Sarah enjoyed her year as student body president and is now a sophomore in college, doing well in her studies, and volunteering two days per week with an organization that tackles global poverty. She hopes to one day hold an executive role in a similar organization. She continues to keep in touch with her high school friends.
As a parent, I found strengths very useful to help a smart and self-motivated teenager through some challenging times on her own terms.
. . . children who know how to say “I’m sorry”:
We were at my brother’s house for a family event, and Samuel (thirteen) pulled out the chair on his older brother, Ethan (sixteen), causing Ethan to fall to the floor. While Ethan wasn’t hurt, all of his uncles saw this and laughed, causing him some embarrassment. While normally Ethan and Sam are fierce friends, Ethan refused to speak to Sam afterward. For three days I kept telling Sam he needed to apologize to Ethan, but Sam wouldn’t budge and the house remained fairly chilly.

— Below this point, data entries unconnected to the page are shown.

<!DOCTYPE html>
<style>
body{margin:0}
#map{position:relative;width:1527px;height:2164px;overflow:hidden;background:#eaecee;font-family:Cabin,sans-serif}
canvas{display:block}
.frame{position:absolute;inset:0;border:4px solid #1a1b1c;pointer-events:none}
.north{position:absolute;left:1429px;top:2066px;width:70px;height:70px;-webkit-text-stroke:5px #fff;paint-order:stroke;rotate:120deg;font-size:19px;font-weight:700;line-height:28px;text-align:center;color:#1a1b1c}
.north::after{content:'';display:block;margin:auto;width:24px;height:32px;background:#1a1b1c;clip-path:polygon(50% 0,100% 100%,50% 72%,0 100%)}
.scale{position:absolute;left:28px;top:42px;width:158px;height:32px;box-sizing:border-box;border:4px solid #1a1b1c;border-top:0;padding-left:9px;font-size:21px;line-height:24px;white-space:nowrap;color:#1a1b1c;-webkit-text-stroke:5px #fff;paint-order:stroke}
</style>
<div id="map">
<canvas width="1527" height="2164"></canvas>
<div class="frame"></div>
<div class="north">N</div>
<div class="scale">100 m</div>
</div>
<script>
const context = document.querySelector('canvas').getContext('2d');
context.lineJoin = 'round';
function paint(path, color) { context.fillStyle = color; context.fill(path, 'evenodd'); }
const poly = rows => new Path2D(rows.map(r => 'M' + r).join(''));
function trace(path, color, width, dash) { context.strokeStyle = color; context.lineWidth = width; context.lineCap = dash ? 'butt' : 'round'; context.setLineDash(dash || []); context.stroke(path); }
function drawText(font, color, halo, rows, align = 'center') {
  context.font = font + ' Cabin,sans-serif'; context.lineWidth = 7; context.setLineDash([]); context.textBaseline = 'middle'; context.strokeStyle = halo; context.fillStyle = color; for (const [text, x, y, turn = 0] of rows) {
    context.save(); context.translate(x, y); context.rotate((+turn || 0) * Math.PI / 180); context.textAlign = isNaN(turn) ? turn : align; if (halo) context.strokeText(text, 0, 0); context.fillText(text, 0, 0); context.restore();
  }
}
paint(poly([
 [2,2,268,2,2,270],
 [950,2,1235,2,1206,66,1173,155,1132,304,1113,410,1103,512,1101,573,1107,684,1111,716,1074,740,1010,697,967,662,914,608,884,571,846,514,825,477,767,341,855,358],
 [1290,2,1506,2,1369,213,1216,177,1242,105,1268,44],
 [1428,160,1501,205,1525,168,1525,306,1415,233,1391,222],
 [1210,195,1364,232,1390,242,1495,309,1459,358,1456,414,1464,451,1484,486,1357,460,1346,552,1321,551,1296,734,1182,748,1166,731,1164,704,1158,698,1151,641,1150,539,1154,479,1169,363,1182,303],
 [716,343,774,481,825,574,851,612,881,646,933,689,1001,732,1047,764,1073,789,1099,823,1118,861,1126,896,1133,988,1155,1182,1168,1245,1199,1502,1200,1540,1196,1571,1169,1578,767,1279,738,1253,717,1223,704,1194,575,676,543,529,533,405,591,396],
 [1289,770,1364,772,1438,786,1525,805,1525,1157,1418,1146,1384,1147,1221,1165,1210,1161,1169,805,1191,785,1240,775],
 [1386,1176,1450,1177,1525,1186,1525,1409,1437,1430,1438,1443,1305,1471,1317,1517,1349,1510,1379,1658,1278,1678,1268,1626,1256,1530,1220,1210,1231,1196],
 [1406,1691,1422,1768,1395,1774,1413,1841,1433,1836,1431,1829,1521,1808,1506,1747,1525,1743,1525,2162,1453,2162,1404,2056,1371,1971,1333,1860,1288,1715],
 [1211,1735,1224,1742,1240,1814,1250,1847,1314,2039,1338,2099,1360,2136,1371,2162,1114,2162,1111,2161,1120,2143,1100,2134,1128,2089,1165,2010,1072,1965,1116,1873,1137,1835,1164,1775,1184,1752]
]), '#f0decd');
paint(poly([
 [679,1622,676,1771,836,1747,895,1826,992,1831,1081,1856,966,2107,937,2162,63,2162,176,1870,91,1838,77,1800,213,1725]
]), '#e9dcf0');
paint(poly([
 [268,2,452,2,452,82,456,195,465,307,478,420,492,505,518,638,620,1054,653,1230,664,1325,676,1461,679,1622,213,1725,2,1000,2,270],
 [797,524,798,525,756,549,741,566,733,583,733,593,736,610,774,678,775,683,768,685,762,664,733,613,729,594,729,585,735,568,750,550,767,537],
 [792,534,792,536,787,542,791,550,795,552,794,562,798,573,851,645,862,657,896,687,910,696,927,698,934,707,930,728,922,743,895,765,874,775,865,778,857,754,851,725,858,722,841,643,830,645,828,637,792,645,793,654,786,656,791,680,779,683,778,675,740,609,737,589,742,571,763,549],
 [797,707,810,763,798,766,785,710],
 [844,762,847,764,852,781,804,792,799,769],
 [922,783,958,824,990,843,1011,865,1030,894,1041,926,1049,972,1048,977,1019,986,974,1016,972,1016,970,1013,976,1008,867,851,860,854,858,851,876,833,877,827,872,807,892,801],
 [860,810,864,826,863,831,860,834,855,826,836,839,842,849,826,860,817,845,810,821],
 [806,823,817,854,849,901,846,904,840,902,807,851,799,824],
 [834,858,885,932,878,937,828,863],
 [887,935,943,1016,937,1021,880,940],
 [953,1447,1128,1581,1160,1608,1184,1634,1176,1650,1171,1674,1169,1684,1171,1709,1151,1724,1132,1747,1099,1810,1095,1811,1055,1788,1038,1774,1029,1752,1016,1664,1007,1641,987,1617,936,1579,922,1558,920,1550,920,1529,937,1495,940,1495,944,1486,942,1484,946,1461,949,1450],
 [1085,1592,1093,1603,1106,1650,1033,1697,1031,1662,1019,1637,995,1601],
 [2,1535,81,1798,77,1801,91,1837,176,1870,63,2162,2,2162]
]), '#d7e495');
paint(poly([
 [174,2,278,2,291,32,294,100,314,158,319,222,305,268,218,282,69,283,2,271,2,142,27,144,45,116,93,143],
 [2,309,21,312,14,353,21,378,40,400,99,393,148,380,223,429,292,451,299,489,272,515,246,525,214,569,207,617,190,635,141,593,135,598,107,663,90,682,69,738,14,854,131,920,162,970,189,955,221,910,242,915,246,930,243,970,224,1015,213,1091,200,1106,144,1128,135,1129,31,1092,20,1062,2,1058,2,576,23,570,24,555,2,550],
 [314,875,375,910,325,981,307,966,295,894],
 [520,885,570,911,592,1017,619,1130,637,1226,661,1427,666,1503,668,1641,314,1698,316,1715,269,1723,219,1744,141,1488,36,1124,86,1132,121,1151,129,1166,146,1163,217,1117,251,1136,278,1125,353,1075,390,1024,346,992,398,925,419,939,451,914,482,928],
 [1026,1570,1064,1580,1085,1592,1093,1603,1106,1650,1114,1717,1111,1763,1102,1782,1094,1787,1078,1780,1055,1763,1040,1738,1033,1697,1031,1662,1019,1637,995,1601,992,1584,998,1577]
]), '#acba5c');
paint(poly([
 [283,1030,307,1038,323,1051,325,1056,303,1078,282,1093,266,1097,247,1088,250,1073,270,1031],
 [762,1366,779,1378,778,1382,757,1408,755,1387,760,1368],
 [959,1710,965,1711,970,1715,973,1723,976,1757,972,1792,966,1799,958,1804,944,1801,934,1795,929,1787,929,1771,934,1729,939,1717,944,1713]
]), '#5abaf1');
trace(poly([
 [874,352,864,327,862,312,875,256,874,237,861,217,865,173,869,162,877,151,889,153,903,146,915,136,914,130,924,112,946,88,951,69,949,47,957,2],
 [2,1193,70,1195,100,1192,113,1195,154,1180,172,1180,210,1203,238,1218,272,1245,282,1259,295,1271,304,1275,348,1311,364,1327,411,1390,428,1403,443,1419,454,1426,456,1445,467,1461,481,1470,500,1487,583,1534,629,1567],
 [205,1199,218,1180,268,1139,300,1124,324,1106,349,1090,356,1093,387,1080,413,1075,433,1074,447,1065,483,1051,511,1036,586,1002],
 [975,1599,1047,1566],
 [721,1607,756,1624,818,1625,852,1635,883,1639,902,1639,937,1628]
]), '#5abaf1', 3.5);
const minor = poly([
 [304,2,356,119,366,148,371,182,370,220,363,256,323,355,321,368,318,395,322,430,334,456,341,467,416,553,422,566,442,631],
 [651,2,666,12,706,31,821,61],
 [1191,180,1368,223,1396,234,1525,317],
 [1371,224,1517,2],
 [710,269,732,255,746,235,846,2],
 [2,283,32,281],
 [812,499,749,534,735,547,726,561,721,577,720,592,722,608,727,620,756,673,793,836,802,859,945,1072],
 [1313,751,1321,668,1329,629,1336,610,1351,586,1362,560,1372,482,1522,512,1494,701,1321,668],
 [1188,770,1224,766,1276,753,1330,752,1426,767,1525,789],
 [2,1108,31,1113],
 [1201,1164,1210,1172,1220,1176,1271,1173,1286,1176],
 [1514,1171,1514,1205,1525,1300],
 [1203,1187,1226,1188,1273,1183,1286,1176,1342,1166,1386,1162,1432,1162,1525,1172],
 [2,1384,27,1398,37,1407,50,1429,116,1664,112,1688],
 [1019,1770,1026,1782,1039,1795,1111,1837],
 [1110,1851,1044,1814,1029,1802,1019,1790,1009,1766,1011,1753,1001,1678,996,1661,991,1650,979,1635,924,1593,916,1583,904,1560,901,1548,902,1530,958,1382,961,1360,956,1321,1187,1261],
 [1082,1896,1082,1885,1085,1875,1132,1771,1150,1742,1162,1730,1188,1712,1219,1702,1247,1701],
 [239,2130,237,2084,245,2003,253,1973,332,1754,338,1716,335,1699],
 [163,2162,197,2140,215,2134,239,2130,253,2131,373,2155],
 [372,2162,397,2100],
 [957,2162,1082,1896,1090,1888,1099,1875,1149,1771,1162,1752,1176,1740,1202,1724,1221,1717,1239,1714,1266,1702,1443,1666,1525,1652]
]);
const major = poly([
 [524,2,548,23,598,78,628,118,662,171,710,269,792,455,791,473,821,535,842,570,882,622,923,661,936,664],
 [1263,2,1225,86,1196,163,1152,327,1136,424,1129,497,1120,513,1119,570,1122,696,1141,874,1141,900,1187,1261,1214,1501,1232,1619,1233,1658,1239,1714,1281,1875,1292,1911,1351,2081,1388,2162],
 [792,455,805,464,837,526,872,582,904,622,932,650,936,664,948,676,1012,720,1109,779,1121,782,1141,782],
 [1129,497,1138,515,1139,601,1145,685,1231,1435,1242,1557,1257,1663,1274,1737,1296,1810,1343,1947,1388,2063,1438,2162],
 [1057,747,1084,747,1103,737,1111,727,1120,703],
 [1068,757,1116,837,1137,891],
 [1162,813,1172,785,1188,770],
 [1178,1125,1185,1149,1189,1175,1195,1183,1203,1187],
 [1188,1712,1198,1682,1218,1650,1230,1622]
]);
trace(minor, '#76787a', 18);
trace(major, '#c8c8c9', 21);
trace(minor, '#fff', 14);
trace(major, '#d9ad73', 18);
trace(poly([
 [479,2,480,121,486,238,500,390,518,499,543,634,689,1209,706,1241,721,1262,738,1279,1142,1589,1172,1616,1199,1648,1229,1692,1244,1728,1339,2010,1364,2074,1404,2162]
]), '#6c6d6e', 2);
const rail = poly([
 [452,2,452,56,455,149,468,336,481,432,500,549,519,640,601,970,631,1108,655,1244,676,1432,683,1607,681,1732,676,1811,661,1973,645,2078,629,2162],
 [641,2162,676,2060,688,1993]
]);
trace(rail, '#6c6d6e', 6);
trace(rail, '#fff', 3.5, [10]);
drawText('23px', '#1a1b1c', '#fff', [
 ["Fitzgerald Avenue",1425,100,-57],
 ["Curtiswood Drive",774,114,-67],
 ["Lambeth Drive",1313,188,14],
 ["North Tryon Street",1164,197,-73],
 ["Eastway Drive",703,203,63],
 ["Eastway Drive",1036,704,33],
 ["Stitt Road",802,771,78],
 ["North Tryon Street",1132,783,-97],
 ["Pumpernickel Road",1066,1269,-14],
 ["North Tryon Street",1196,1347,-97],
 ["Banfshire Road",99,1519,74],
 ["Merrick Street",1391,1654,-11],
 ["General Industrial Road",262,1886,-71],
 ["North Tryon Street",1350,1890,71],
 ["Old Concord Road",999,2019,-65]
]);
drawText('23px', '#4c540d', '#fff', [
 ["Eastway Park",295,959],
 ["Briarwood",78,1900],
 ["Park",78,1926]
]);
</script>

After taking a step back, I realized that Sam hates to do anything wrong and has quite a strong shame response if he gets in trouble, so asking him to show humility might be tough for him. I thought about Sam’s strengths. Without question, he’s known for his kindness: Little children love him; he is gentle and patient and so generous with his kindness. I approached Sam again and talked about repairing his relationship with his brother, as it was the kind thing to do. Incredibly, less than thirty minutes after that conversation, he mended fences with his brother.
. . . and children who cope with tribulations by sharing their learnings with others:
An eighth grader in our school was diagnosed with chronic fatigue that she symbolically described as a combination of an anchor and a cloud. We talked with her about how she could use her strengths to help her cope with the anchor and cloud. Her top strengths were creativity and kindness, so she decided to create a children’s book about her experience in the hope of helping others.
Moment by moment, strength-based parenting creates small and achievable shifts that can positively change your child’s trajectory through life. I have seen many transformational outcomes in families in my years of developing and teaching SBP. My hope for you and your child is a future fueled by strengths and filled with inspiring journeys of growth, adventure, and joy.